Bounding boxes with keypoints
________
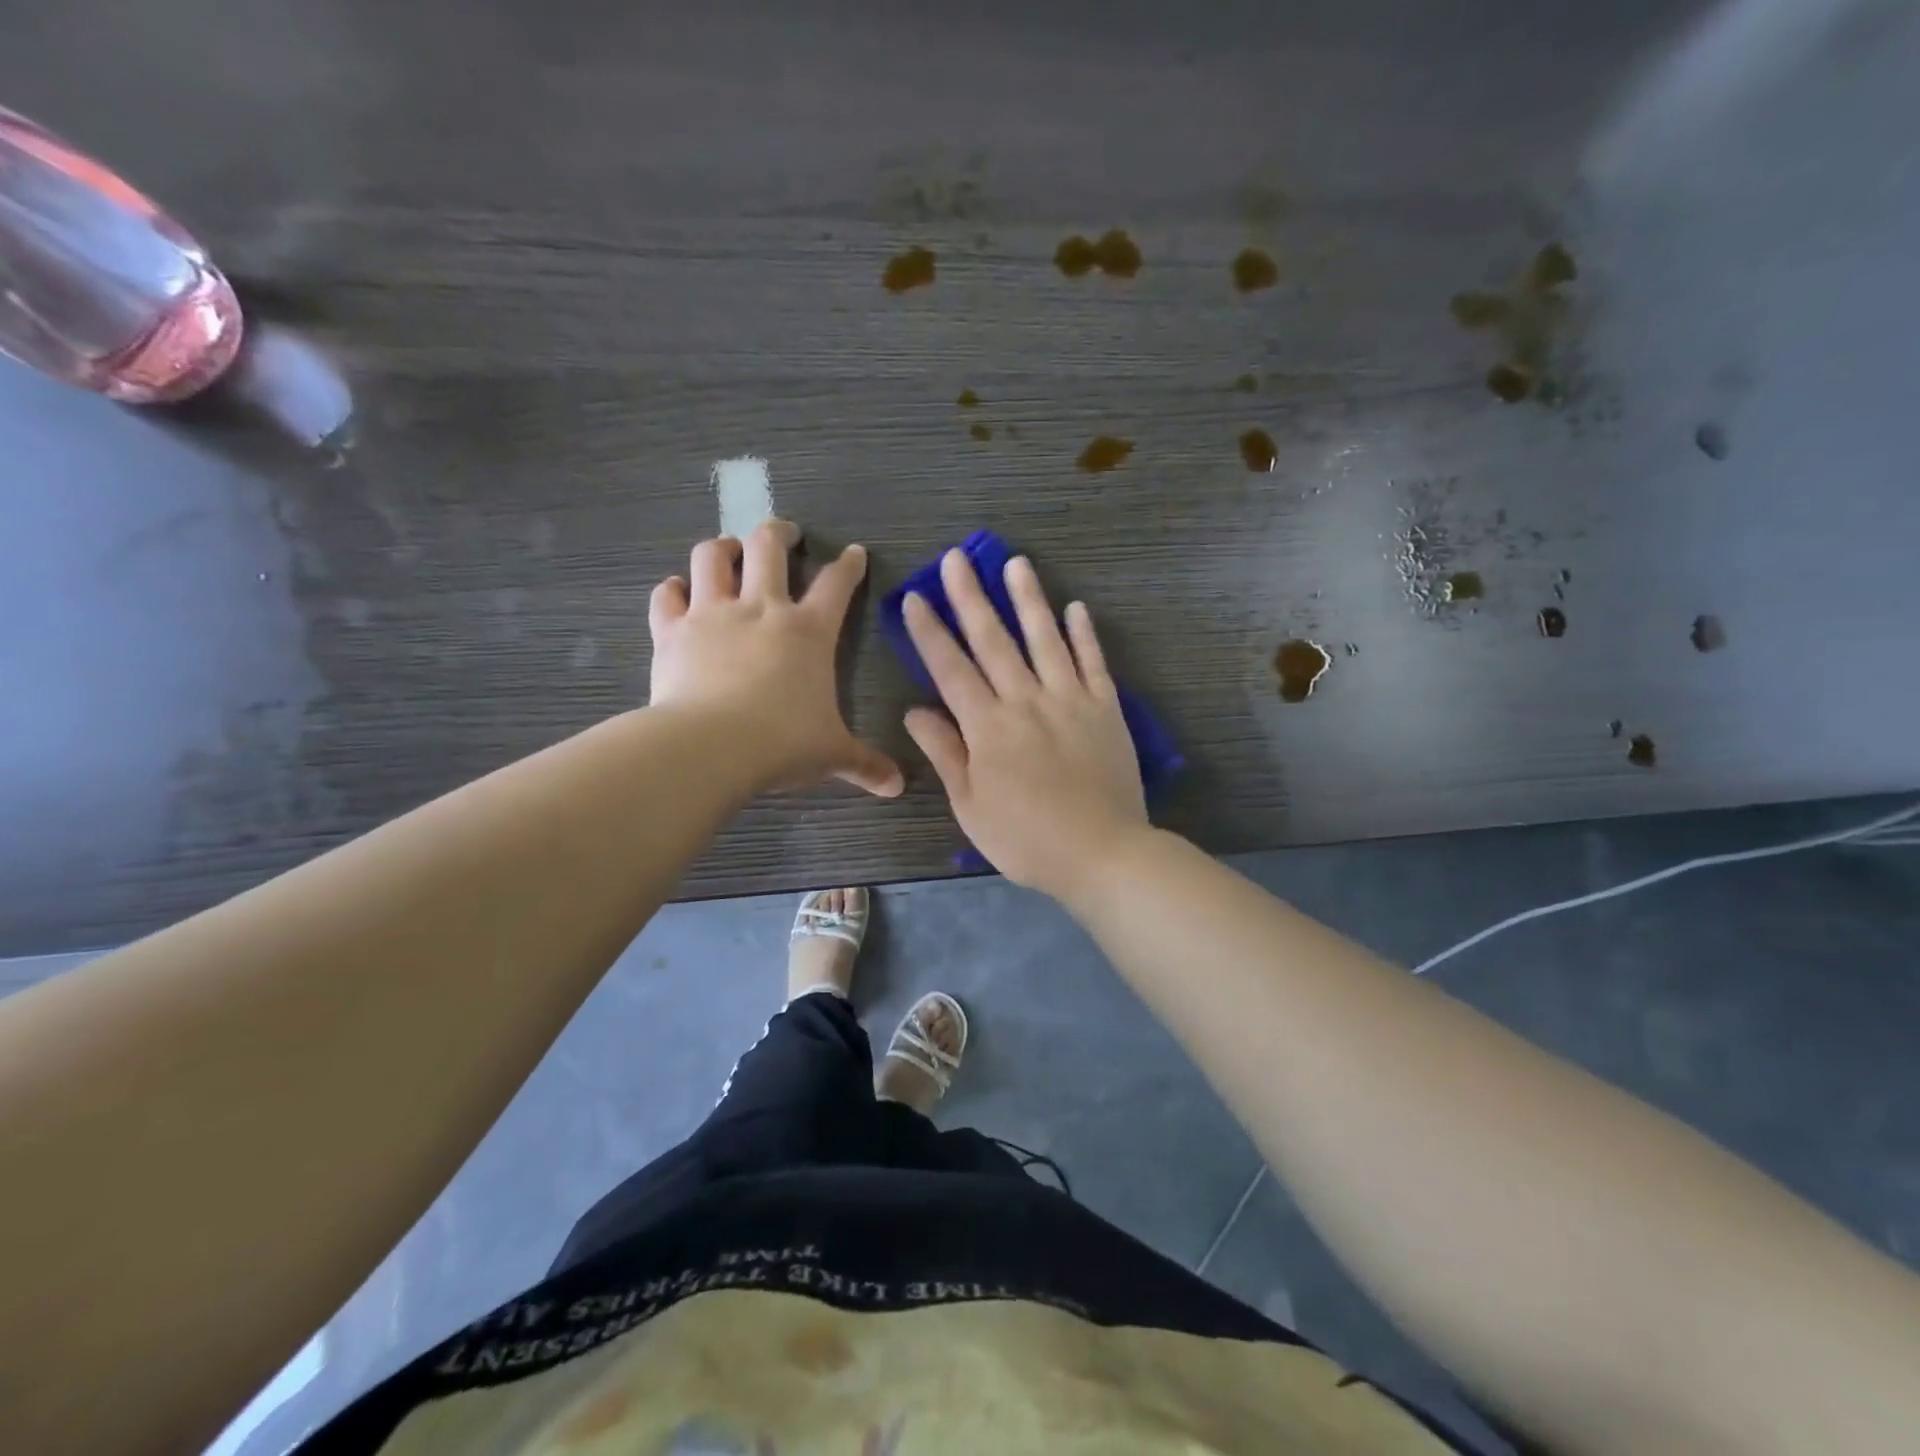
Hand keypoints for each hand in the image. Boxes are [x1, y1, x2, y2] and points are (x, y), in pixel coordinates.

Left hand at [649, 522, 902, 797]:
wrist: (711, 747)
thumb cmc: (783, 743)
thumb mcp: (832, 754)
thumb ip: (865, 764)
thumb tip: (897, 786)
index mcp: (809, 632)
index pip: (837, 584)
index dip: (849, 565)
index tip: (854, 553)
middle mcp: (761, 610)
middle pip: (769, 547)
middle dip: (779, 533)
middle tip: (785, 534)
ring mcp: (712, 615)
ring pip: (712, 556)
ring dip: (722, 547)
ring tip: (728, 550)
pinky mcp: (671, 631)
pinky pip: (667, 596)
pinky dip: (672, 590)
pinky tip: (677, 593)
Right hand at [902, 550, 1147, 899]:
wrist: (1102, 853)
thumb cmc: (1026, 839)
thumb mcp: (971, 806)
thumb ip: (946, 753)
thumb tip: (916, 710)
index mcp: (987, 727)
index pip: (951, 668)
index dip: (930, 632)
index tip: (915, 597)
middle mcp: (1025, 701)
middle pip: (993, 641)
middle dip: (970, 597)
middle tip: (956, 558)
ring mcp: (1070, 700)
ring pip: (1045, 639)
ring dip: (1028, 599)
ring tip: (1016, 563)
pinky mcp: (1105, 708)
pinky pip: (1094, 662)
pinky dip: (1085, 634)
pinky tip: (1076, 607)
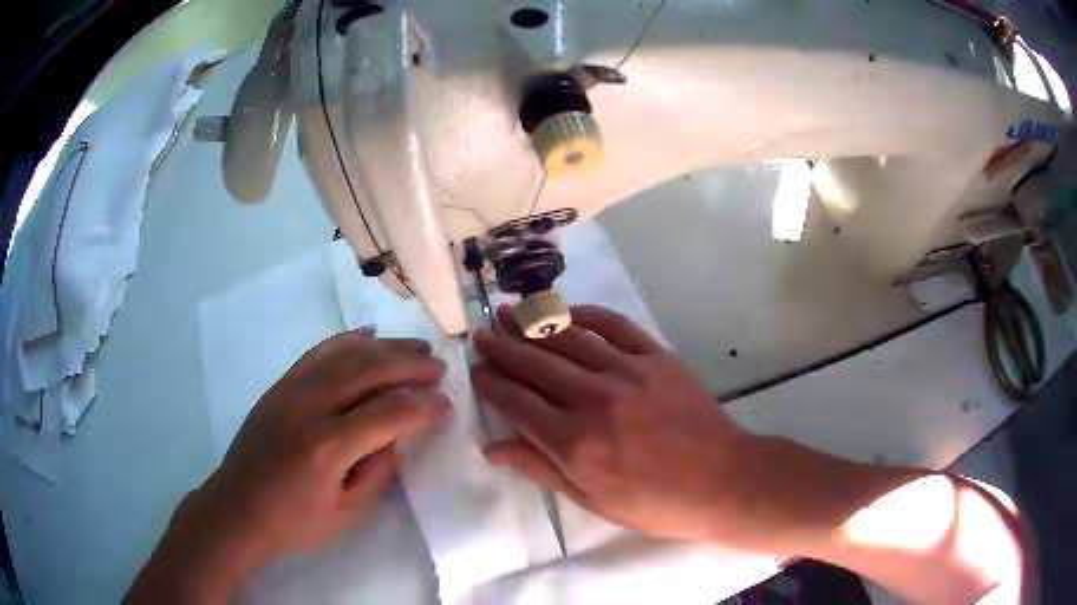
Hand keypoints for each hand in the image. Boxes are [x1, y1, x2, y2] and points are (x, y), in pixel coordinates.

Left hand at [129, 331, 450, 601]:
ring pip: (345, 354)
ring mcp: (290, 390)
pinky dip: (346, 341)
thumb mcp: (348, 514)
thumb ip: (378, 472)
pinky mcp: (279, 386)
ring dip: (385, 347)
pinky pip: (318, 353)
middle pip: (369, 371)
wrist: (237, 509)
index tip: (446, 403)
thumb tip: (397, 436)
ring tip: (414, 345)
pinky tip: (367, 336)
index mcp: (328, 447)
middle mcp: (309, 407)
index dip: (423, 406)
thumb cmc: (294, 522)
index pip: (389, 412)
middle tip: (439, 366)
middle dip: (410, 365)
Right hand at [472, 305, 769, 547]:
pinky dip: (587, 315)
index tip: (475, 369)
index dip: (491, 383)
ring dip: (534, 324)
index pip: (517, 402)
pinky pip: (615, 326)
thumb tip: (493, 449)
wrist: (722, 480)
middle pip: (536, 364)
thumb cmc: (656, 503)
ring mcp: (628, 372)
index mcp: (575, 442)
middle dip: (502, 346)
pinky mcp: (657, 357)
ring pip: (569, 338)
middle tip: (481, 332)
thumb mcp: (593, 500)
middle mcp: (594, 399)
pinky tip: (568, 312)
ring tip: (510, 311)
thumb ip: (541, 469)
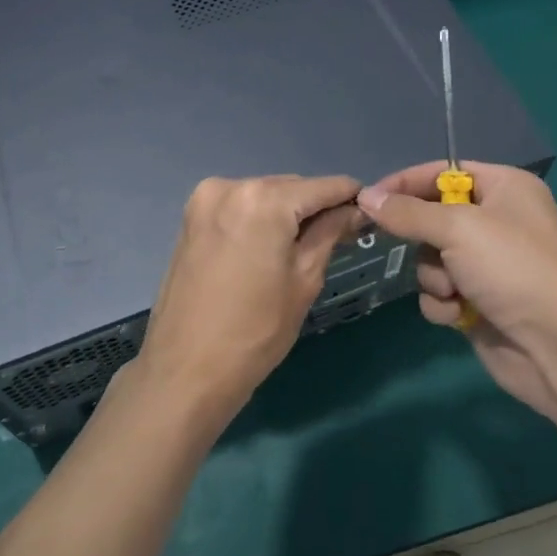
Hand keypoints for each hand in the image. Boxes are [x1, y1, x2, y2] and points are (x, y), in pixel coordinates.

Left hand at [133, 174, 363, 428]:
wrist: (186, 370)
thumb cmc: (256, 331)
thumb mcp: (304, 280)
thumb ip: (330, 233)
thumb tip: (355, 210)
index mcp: (262, 199)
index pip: (321, 186)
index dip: (350, 196)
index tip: (370, 210)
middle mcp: (231, 186)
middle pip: (290, 187)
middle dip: (316, 206)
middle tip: (342, 233)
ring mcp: (205, 200)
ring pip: (263, 195)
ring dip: (286, 212)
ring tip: (305, 245)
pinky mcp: (191, 217)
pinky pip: (239, 206)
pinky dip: (259, 218)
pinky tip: (270, 246)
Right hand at [356, 162, 556, 428]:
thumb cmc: (514, 269)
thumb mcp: (458, 228)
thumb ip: (407, 212)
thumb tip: (365, 196)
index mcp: (505, 188)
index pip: (443, 172)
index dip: (406, 183)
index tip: (369, 198)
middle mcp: (498, 221)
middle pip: (432, 218)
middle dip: (425, 241)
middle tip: (425, 249)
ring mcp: (489, 265)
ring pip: (431, 258)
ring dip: (434, 276)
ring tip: (453, 290)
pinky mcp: (480, 302)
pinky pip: (441, 292)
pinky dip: (443, 303)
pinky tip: (459, 315)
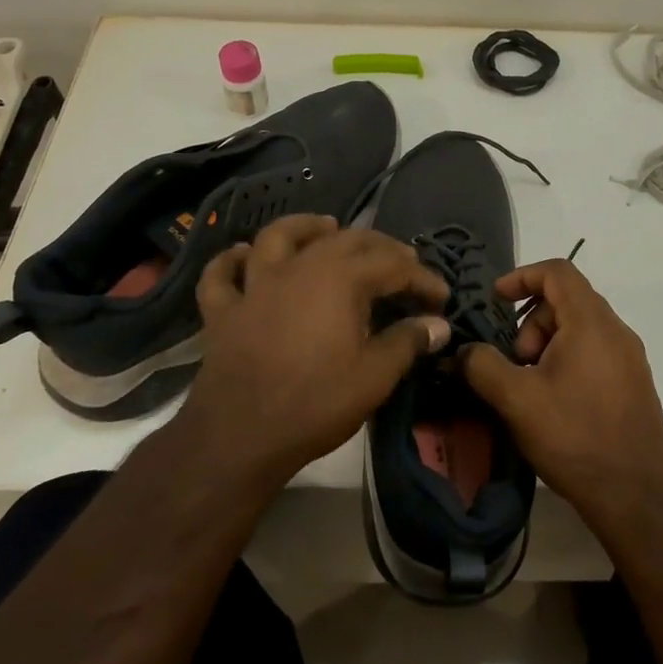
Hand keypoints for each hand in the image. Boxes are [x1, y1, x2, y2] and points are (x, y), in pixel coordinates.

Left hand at [177, 215, 450, 487]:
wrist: (239, 437)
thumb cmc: (315, 403)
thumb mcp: (374, 376)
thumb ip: (407, 342)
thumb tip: (439, 325)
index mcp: (340, 279)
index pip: (393, 265)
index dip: (422, 278)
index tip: (441, 299)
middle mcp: (299, 268)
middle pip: (345, 240)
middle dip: (379, 247)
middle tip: (402, 263)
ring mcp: (256, 286)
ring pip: (278, 237)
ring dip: (305, 227)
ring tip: (327, 226)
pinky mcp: (224, 310)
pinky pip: (222, 275)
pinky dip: (230, 261)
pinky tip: (241, 254)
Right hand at [460, 259, 662, 535]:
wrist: (638, 497)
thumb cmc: (575, 437)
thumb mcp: (517, 400)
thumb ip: (483, 366)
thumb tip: (465, 350)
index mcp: (591, 322)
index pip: (558, 271)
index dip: (522, 276)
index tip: (497, 300)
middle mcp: (616, 331)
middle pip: (567, 300)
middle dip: (532, 322)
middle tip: (516, 363)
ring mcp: (630, 358)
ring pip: (581, 328)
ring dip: (548, 344)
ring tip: (532, 387)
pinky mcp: (635, 384)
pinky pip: (596, 351)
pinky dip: (569, 359)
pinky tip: (556, 402)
________
• _WHAT NEEDS TO BE DONE_:
Could you write the entries out again exactly, without their pictures?

• _ANSWER TO THE PROBLEM_:
Hand keypoints for each hand in the image. Boxes are [x1, y1, x2, y2] and points are (x, y), in pixel coordinates.

Left hand at [649, 522, 902, 797]:
wrist: (711, 747)
thumb cmc: (783, 743)
thumb mcp: (832, 754)
thumb ip: (865, 764)
thumb tip: (897, 786)
index mcp: (809, 632)
index pip: (837, 584)
index dip: (849, 565)
index tip: (854, 553)
middle mcp: (761, 610)
middle pip: (769, 547)
middle dip: (779, 533)
middle tip: (785, 534)
ring mcp: (712, 615)
ring pip: (712, 556)
ring dip: (722, 547)
ring tip: (728, 550)
pinky mcp: (671, 631)
pinky pip: (667, 596)
pinky dip: (672, 590)
pinky tip: (677, 593)
Right hand at [902, 550, 1147, 899]:
wrist: (1102, 853)
thumb cmc: (1026, 839)
thumb mcp: (971, 806)
thumb ip: (946, 753)
thumb tip: (916, 710)
index mcp: (987, 727)
index pip: (951, 668)
index dip: (930, 632)
index tip: (915, 597)
middle mcp: (1025, 701)
middle pip: (993, 641)
middle dip: (970, 597)
middle tip: (956, 558)
ring mcp: (1070, 700)
ring pip: (1045, 639)
ring dip: (1028, 599)
ring tip: (1016, 563)
pinky mcp: (1105, 708)
pinky pip: (1094, 662)
pinky dip: (1085, 634)
pinky tip: (1076, 607)
Hand keypoints for each hand in the image. Boxes are [x1, y1, x2, y2] and points are (x, y), in pixel coordinates.

Left hand at [129, 331, 450, 601]:
ring pip: (345, 354)
ring mcp: (290, 390)
pinky dip: (346, 341)
thumb mcp: (348, 514)
thumb ip: (378, 472)
pinky mcp: (279, 386)
ring dip: (385, 347)
pinky pip: (318, 353)
middle pip: (369, 371)
wrist: (237, 509)
index tip: (446, 403)
thumb tip: (397, 436)
ring tip: (414, 345)
pinky tip: (367, 336)
index mcp: (328, 447)
middle mcp: (309, 407)
index dip: (423, 406)
thumb cmc: (294, 522)
index pip: (389, 412)
middle tip: (439, 366)
middle dip: (410, 365)
Right hand at [472, 305, 769, 547]:
pinky dip: (587, 315)
index tip: (475, 369)
index dip: (491, 383)
ring dip: (534, 324)
index pip: (517, 402)
pinky pip: (615, 326)
thumb tip: (493, 449)
wrist: (722, 480)
middle pip: (536, 364)
thumb cmc: (656, 503)
ring mcp: (628, 372)
index mcp: (575, 442)
middle dip: (502, 346)
pinky mcp: (657, 357)
ring pip: (569, 338)
middle tip: (481, 332)
thumb mcp: (593, 500)
middle mcp: (594, 399)
pinky tip: (568, 312)
ring tip: (510, 311)
thumb ip: (541, 469)
Hand keypoints for each hand in the image. Boxes are [x1, y1, x2, y2] and points are (x, y), in pixel coordinates.

Left hand at [133, 174, 363, 428]:
wrist: (186, 370)
thumb cmc: (256, 331)
thumb mcp: (304, 280)
thumb ip: (330, 233)
thumb tip: (355, 210)
index mcp: (262, 199)
index pip: (321, 186)
index dip: (350, 196)
index tip: (370, 210)
middle mcp: (231, 186)
middle pip: (290, 187)
middle dip: (316, 206)
middle tip: (342, 233)
ring mcp: (205, 200)
ring pip: (263, 195)
ring dip: (286, 212)
ring tip: (305, 245)
pinky mcp: (191, 217)
pinky pip: (239, 206)
pinky dip: (259, 218)
pinky tip: (270, 246)
Right hand at [356, 162, 556, 428]:
thumb cmc: (514, 269)
thumb mcp: (458, 228)
thumb ip: (407, 212)
thumb tip: (365, 196)
index mcp: (505, 188)
index pip: (443, 172)
index dip: (406, 183)
index tip: (369, 198)
middle mcp: (498, 221)
middle pip: (432, 218)
middle dip: (425, 241)
middle tip: (425, 249)
ring mcp: (489, 265)
ring pip: (431, 258)
ring dip: (434, 276)
ring tip: (453, 290)
pinky mcp: (480, 302)
pinky pip: (441, 292)
pinky dip: (443, 303)
pinky tip: (459, 315)
Hand keypoints for each hand in the image. Boxes are [x1, y1, x2, y2] and points are (x, y), in pixel coordinates.

Left hand at [177, 215, 450, 487]:
wrist: (239, 437)
thumb cmc: (315, 403)
thumb mcp: (374, 376)
thumb ip: (407, 342)
thumb tip: (439, 325)
index mcp: (340, 279)
index pip: (393, 265)
index dip: (422, 278)
index tip: (441, 299)
middle mcp: (299, 268)
middle pip: (345, 240)
middle dip: (379, 247)
middle tip: (402, 263)
ring mcp: (256, 286)
ring pip: (278, 237)
ring dip: (305, 227)
ring tip: (327, 226)
pinky mcp: (224, 310)
pinky pip: (222, 275)
pinky dip: (230, 261)
pinky tip: (241, 254)
Right hand at [460, 259, 662, 535]:
wrist: (638, 497)
thumb cmc: (575, 437)
thumb mcp: (517, 400)
thumb ip: (483, 366)
thumb tip: (465, 350)
index mcp: (591, 322)
index pip: (558, 271)
index dip: (522, 276)
index tip: (497, 300)
middle mcp: (616, 331)
middle pip: (567, 300)
middle dip: (532, 322)
middle tip: (516, 363)
ring mcp: (630, 358)
ring pip: (581, 328)
ring dip: (548, 344)
ring tip: (532, 387)
pinky mcp: (635, 384)
pinky pip: (596, 351)
pinky dip: (569, 359)
pinky tip: (556, 402)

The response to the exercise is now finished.